Question: Why is the Law of God so harsh?
“Speak to all the congregation of the people of Israel and say to them, You shall be holy, for I the LORDyour God am holy.” Leviticus 19.2
Sin is affront to our holy God, especially sin committed by those He has redeemed, saved, and taken unto Himself as a peculiar people, to whom He has shown what the Lord requires of them in order to live together before Him in love (Eph. 1.4).

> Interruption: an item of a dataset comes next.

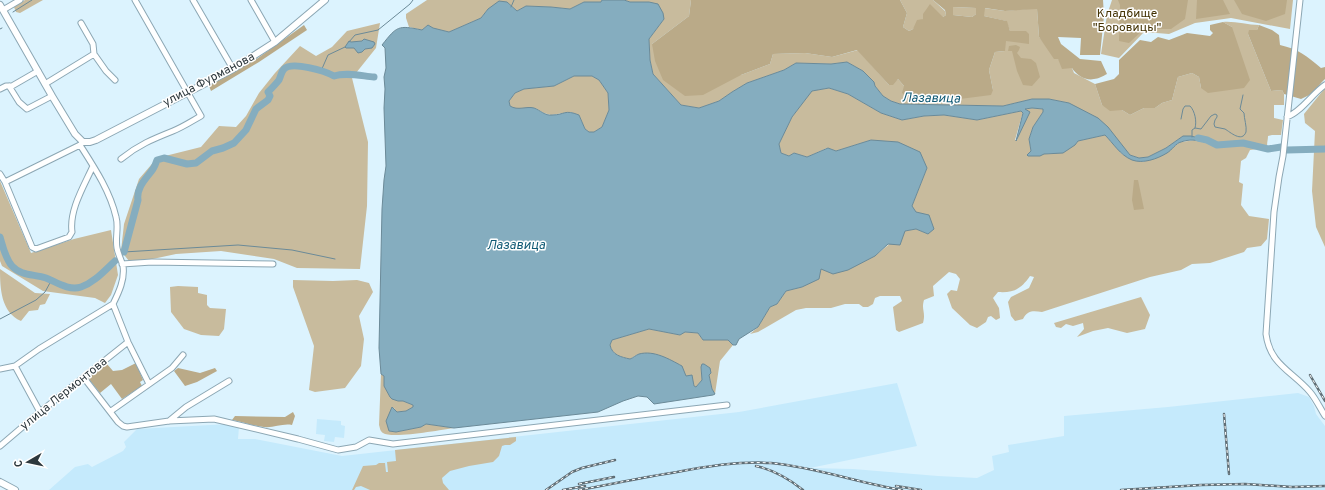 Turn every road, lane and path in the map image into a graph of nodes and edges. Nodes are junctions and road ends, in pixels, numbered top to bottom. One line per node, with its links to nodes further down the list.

God’s people are called to be holy because God, their Father, is holy. All sin against the holy God must be removed if fellowship with and benefits from Him are to be realized. The system of sacrifices and offerings, instituted as part of the worship Israel owed to God, can seem like a bloody awful mess at times.
It was supposed to.
“See this?” God says to His people. “See these suffering, slaughtered, wholly-consumed lambs? This is what you deserve who are so ungrateful to and flippant toward Me, Who saved you, that you deliberately flout my holy and righteous and good Law.”
Besides the sacrifices required to restore fellowship with God – the lives of innocent substitutes, rather than the lives of sinners themselves – God regarded certain sins as more offensive to His holiness and more destructive of a just and loving social order than others, and thus He required greater punishments – harsh punishments – to check the sin-prone hearts of His people.